Exercise inputs Block Start

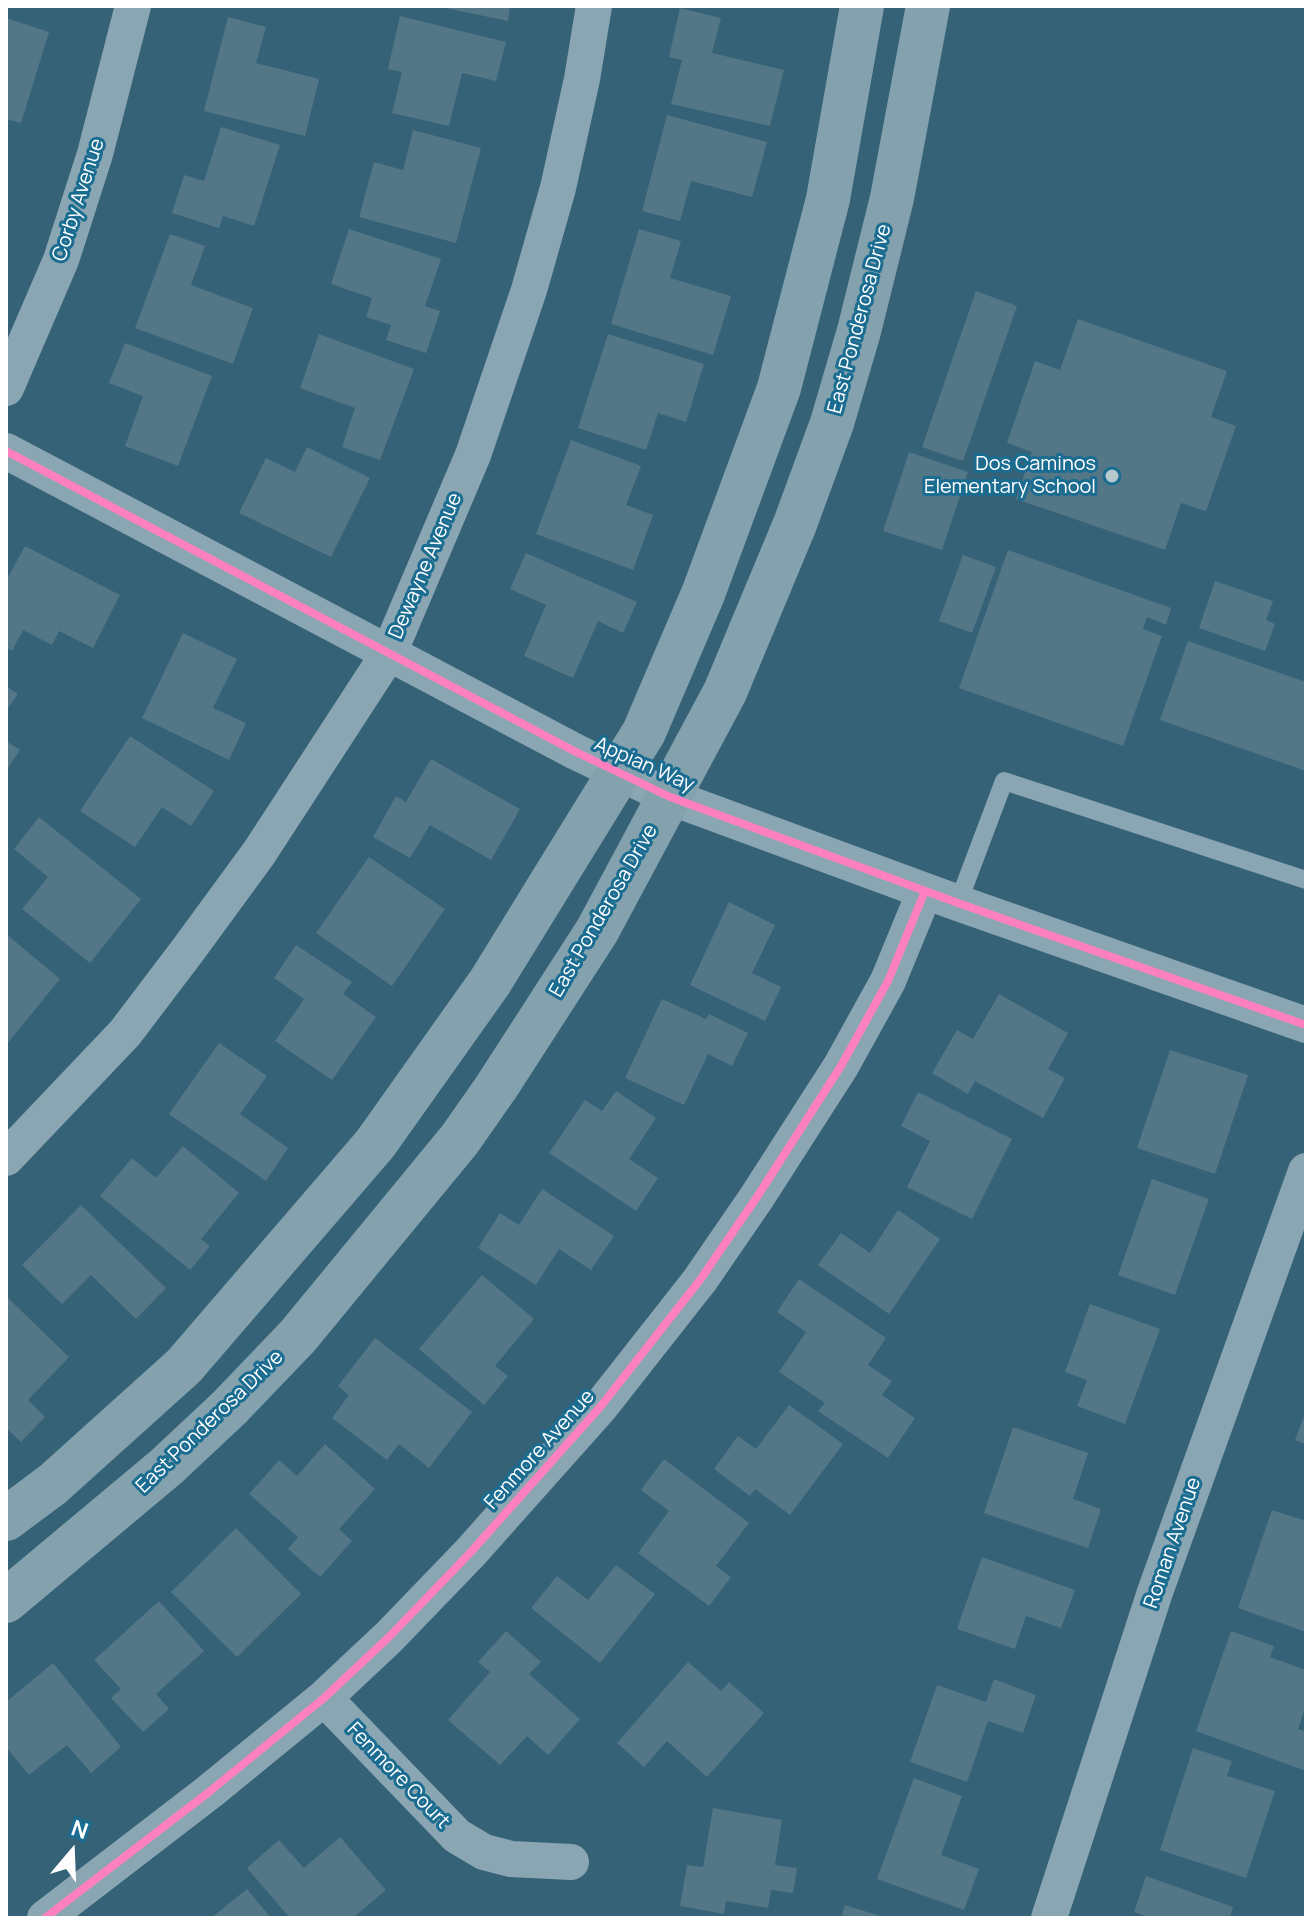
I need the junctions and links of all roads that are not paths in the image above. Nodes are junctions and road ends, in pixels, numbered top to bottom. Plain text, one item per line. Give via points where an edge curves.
1 (133, 6) edge
2 (594, 6) edge
3 (862, 6) edge
4 (928, 6) edge
5 (6, 388) edge
6 (6, 451) edge
7 (389, 653) junction
8 (620, 773) junction
9 (670, 797) junction
10 (1306, 880) edge
11 (941, 897) junction
12 (1306, 1025) edge
13 (6, 1158) edge
14 (1306, 1171) edge
15 (6, 1519) edge
16 (6, 1601) edge
17 (324, 1698) junction
18 (571, 1862) dead end
19 (45, 1918) edge
20 (1049, 1918) edge

1 - 5 street, Corby Avenue via 61,260
2 - 7 street, Dewayne Avenue via 558,188 512,345 473,455
3 - 8 main road via 828,199 779,388 703,594 644,732
4 - 9 main road, East Ponderosa Drive via 892,198 832,423 725,692
6 - 7 street, Appian Way
7 - 8 street, Appian Way
7 - 13 street, Dewayne Avenue via 259,853 188,950 125,1033
8 - 9 street, Appian Way
8 - 15 main road via 490,982 375,1144 184,1366 53,1484
9 - 11 street, Appian Way
9 - 16 main road, East Ponderosa Drive via 597,931 497,1086 460,1139 298,1336 166,1467
10 - 11 lane via 1004,781
11 - 12 street, Appian Way
11 - 17 street, Fenmore Avenue via 841,1066 700,1280 601,1406 500,1519
14 - 20 street, Roman Avenue via 1155,1592
17 - 18 street, Fenmore Court via 457,1836 484,1852 511,1859
17 - 19 street, Fenmore Avenue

Exercise inputs Block End

▶ **Task directions**: Would you write out every record word for word, leaving no picture in?

▶ **Result below**:
I need the junctions and links of all roads that are not paths in the image above. Nodes are junctions and road ends, in pixels, numbered top to bottom. Plain text, one item per line. Give via points where an edge curves.
1 (133, 6) edge
2 (594, 6) edge
3 (862, 6) edge
4 (928, 6) edge
5 (6, 388) edge
6 (6, 451) edge
7 (389, 653) junction
8 (620, 773) junction
9 (670, 797) junction
10 (1306, 880) edge
11 (941, 897) junction
12 (1306, 1025) edge
13 (6, 1158) edge
14 (1306, 1171) edge
15 (6, 1519) edge
16 (6, 1601) edge
17 (324, 1698) junction
18 (571, 1862) dead end
19 (45, 1918) edge
20 (1049, 1918) edge

1 - 5 street, Corby Avenue via 61,260
2 - 7 street, Dewayne Avenue via 558,188 512,345 473,455
3 - 8 main road via 828,199 779,388 703,594 644,732
4 - 9 main road, East Ponderosa Drive via 892,198 832,423 725,692
6 - 7 street, Appian Way
7 - 8 street, Appian Way
7 - 13 street, Dewayne Avenue via 259,853 188,950 125,1033
8 - 9 street, Appian Way
8 - 15 main road via 490,982 375,1144 184,1366 53,1484
9 - 11 street, Appian Way
9 - 16 main road, East Ponderosa Drive via 597,931 497,1086 460,1139 298,1336 166,1467
10 - 11 lane via 1004,781
11 - 12 street, Appian Way
11 - 17 street, Fenmore Avenue via 841,1066 700,1280 601,1406 500,1519
14 - 20 street, Roman Avenue via 1155,1592
17 - 18 street, Fenmore Court via 457,1836 484,1852 511,1859
17 - 19 street, Fenmore Avenue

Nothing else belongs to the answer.